Brazilian GP 2005

SEPTEMBER 24, 2005

Qualifying Report - A puzzle with the pieces missing

Fernando Alonso, Brazilian GP 2005
© The Cahier Archive

Kimi Raikkonen is the man of the moment in Formula 1. He looks supremely confident. He seems able to handle all the pressure, including some lurid stories which have been doing the rounds about his private life and his relationship with the McLaren team. But Kimi does not care. He knows that all he has to do is to deliver the goods. And that means winning. Getting the title may be almost impossible but he can finish the year with more wins than Fernando Alonso and that will tell a story in the history books.

On Friday in Brazil McLaren was on top as is now usual. There was definitely an improvement from Renault with a new chassis and engine package but McLaren still seemed to have the edge. BAR looked quite useful but we knew in advance that the team would be a one-car assault because Takuma Sato carried with him a 10 grid slot penalty from the Belgian GP, having run into Michael Schumacher at Spa. There were some other startling performances from Ferrari and Sauber but there was nothing to suggest that the cars were really that quick and so these were put down to PR stunts.

The fight for pole, it became clear, was going to be between McLaren and Renault and much would depend on the running order. And in this respect there were positives and negatives for both side. Giancarlo Fisichella was going to run first, after his early exit at Spa. Juan Pablo Montoya too was going to running early having collided with Antonio Pizzonia at the end of the Belgian GP. The track was going to improve and with Alonso and Raikkonen being the last two men to run the stage was set for an interesting qualifying session.

And so it was. Fisichella did a very good job. His aim, so he said, was to get on to one of the first three rows on the grid - which would have been a commendable effort given the starting point. But he did better than that. And even Montoya, who was running seventh in the session, wondered whether he would be able to beat the time. In the end he did and even lost some time in the final sector.

"I thought it would be top four," said Montoya, "but Fisichella's time was good. I expected an 1m11.7s or something like that but then I lost time in the last corner and I thought 'That's not good enough'."

In the end however his time was enough to grab pole and Montoya was happy with that. He knew that towards the end of the session things might be a little more difficult.

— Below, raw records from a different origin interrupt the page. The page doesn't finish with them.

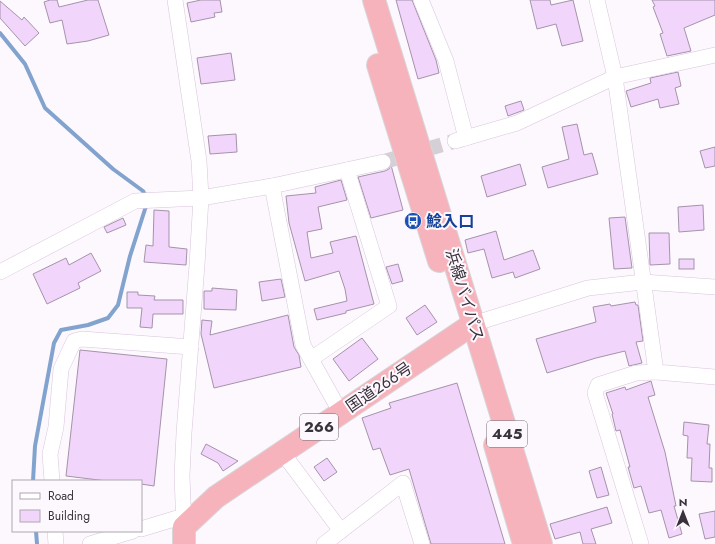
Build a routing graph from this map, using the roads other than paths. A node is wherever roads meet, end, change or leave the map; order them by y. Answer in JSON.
{"nodes":[{"id":1,"x":175,"y":0,"type":"edge"},
{"id":2,"x":359,"y":0,"type":"edge"},
{"id":3,"x":374,"y":0,"type":"edge"},
{"id":4,"x":421,"y":0,"type":"edge"},
{"id":5,"x":597,"y":0,"type":"edge"},
{"id":6,"x":715,"y":55,"type":"edge"},
{"id":7,"x":615,"y":77,"type":"junction"},
{"id":8,"x":383,"y":162,"type":"tunnel mouth"},
{"id":9,"x":348,"y":170,"type":"junction"},
{"id":10,"x":272,"y":186,"type":"junction"},
{"id":11,"x":201,"y":198,"type":"junction"},
{"id":12,"x":0,"y":272,"type":"edge"},
{"id":13,"x":643,"y":282,"type":"junction"},
{"id":14,"x":715,"y":287,"type":"edge"},
{"id":15,"x":467,"y":328,"type":"junction"},
{"id":16,"x":191,"y":347,"type":"junction"},
{"id":17,"x":311,"y":359,"type":"junction"},
{"id":18,"x":656,"y":372,"type":"junction"},
{"id":19,"x":715,"y":377,"type":"edge"},
{"id":20,"x":340,"y":413,"type":"junction"},
{"id":21,"x":282,"y":452,"type":"junction"},
{"id":22,"x":52,"y":480,"type":"edge"},
{"id":23,"x":142,"y":529,"type":"edge"},
{"id":24,"x":184,"y":529,"type":"edge"},
{"id":25,"x":341,"y":531,"type":"junction"},
{"id":26,"x":55,"y":532,"type":"edge"},
{"id":27,"x":130,"y":532,"type":"edge"},
{"id":28,"x":56,"y":544,"type":"edge"},
{"id":29,"x":90,"y":544,"type":"edge"},
{"id":30,"x":324,"y":544,"type":"edge"},
{"id":31,"x":422,"y":544,"type":"edge"},
{"id":32,"x":524,"y":544,"type":"edge"},
{"id":33,"x":541,"y":544,"type":"edge"},
{"id":34,"x":641,"y":544,"type":"edge"}],
"edges":[{"from":1,"to":11,"type":"street"},
{"from":2,"to":15,"type":"highway","name":"浜線バイパス"},
{"from":3,"to":15,"type":"highway","name":"浜線バイパス"},
{"from":4,"to":7,"type":"street"},
{"from":5,"to":7,"type":"street"},
{"from":6,"to":7,"type":"street"},
{"from":7,"to":13,"type":"street"},
{"from":8,"to":9,"type":"street"},
{"from":9,"to":10,"type":"street"},
{"from":9,"to":17,"type":"street"},
{"from":10,"to":11,"type":"street"},
{"from":10,"to":17,"type":"street"},
{"from":11,"to":12,"type":"street"},
{"from":11,"to":16,"type":"street"},
{"from":13,"to":14,"type":"street"},
{"from":13,"to":15,"type":"street"},
{"from":13,"to":18,"type":"street"},
{"from":15,"to":20,"type":"highway","name":"国道266号","number":"266"},
{"from":15,"to":32,"type":"highway","name":"浜線バイパス","number":"445"},
{"from":15,"to":33,"type":"highway","name":"浜線バイパス","number":"445"},
{"from":16,"to":22,"type":"street"},
{"from":16,"to":24,"type":"street"},
{"from":17,"to":20,"type":"street"},
{"from":18,"to":19,"type":"street"},
{"from":18,"to":34,"type":"street"},
{"from":20,"to":21,"type":"highway","name":"国道266号","number":"266"},
{"from":21,"to":24,"type":"highway","name":"国道266号","number":"266"},
{"from":21,"to":25,"type":"street"},
{"from":23,"to":24,"type":"street"},
{"from":25,"to":30,"type":"street"},
{"from":25,"to":31,"type":"street"},
{"from":26,"to":28,"type":"street"},
{"from":27,"to":29,"type":"street"}]}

The two cars remained 1-2 all the way through and even Jenson Button, running third to last, did not manage to beat them.

The first to go was Alonso and he drove a nice lap.

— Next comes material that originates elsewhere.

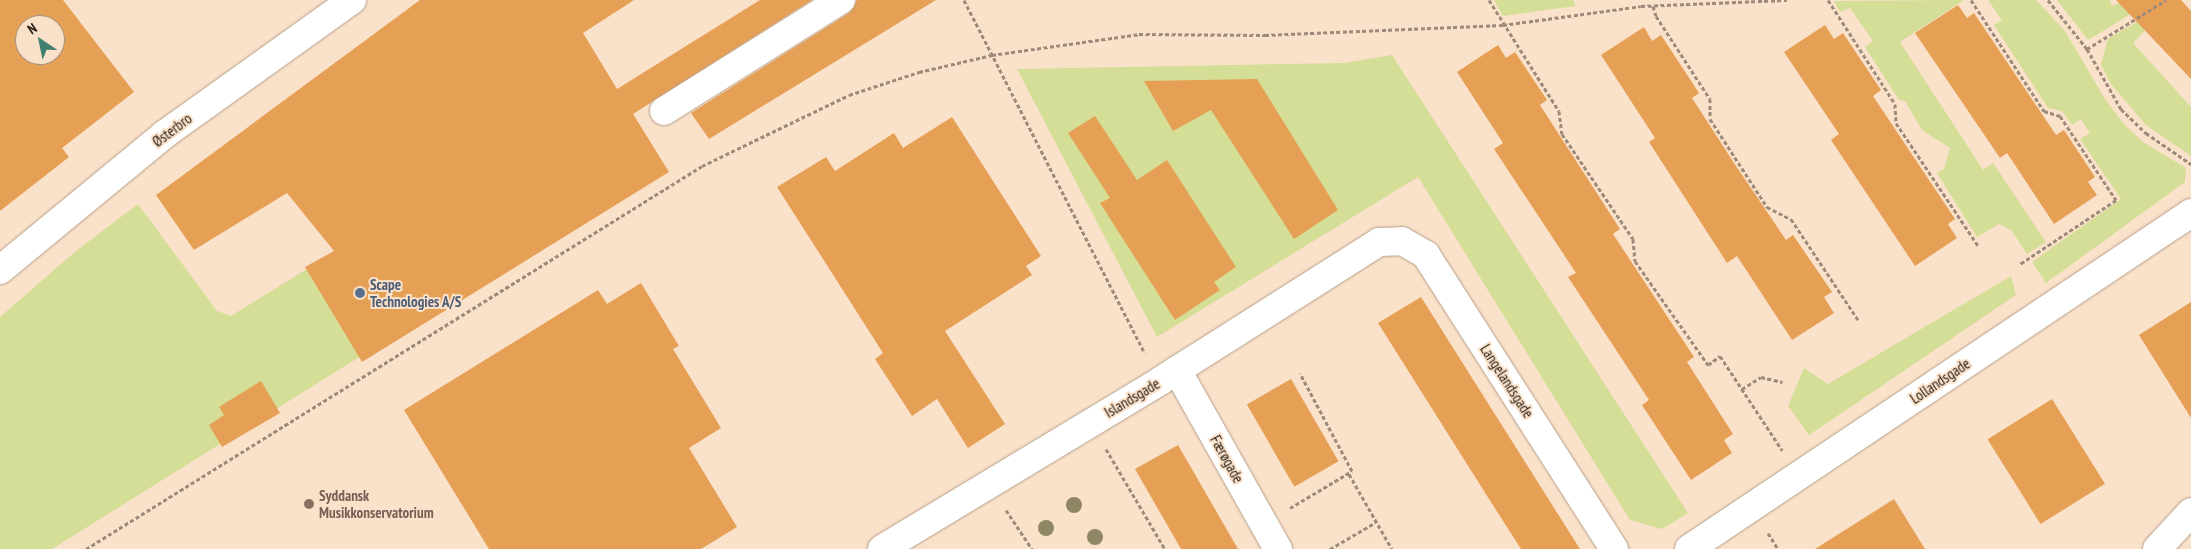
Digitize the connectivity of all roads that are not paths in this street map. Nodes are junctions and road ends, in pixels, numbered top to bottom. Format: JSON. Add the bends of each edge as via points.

"The team has done a fantastic job in recent weeks to carry on developing the car and engine," he said. "This is the result. At the last few races we have not been able to fight with McLaren but here I think we have a better chance."

But, he added, that he had been a little worried because Montoya's time had been so impressive.

"I saw that Juan Pablo was really quick and I thought it may be difficult to beat him, but then the track improved and I was able to go faster."

The implication was despite the Renault improvement, the McLaren is still a slightly better car. The other important question, of course, was amount of fuel that the cars were carrying and that we would not know until the first pit stops begin on Sunday afternoon.

One thing which seemed likely was that Raikkonen would be running with a lot of fuel. This year he has worked some real miracles with heavy fuel loads and logic said he would do the same. And as he dived into the first corner there was a hint that the car had a lot of gas onboard. The brakes locked up. That is just the sort of thing that happens when a driver is guessing on a heavier fuel load than he has used in previous sessions. We have seen it many times in the last couple of years with many different drivers. The incident cost Kimi seven-tenths of a second but he held it together and then tried to make up for lost time.

"I pushed hard," he said. "And I made up as much as I could. I think that without the lock-up it could have been pole position. In the race we will just go for it and do what we can. Our strategy is strong."

The incident meant that Kimi ended up fifth but a good start and a heavy fuel load should take care of that in the race, so a victory should not be excluded as a possibility. Raikkonen needs to get rid of Jenson Button and Giancarlo Fisichella but more than anything he needs something to happen to Fernando Alonso.

Behind all of this there was much to be questioned with Christian Klien a very surprising sixth in his Red Bull. On Friday afternoon Klien had made a mess of things and backed his car into a wall and so he was keen to do well but even that did not explain this sort of pace. Christian was obviously running with a very low fuel load.

Michael Schumacher was seventh but the Ferrari looked a real handful and so the only obvious conclusion was that a low-fuel strategy would be revealed on Sunday. As it has been at several recent races.

Jarno Trulli was next but was dumped 10 places back on the grid because he had to change an engine. Logic says that he would have a full fuel tank so his was a very good effort. Ralf Schumacher was not looking very good because he was nowhere.

Felipe Massa was another man who looked to be on a two-stop strategy and was eighth on the grid.

Rubens Barrichello was next up in his Ferrari ahead of Ralf and Jacques Villeneuve.

Tiago Monteiro was 13th and that smelled of an empty fuel tanks as he was ahead of Mark Webber and Antonio Pizzonia in their Williams-BMWs.

David Coulthard too was rather far back in 15th and he looked likely to be a one-stopper in the race.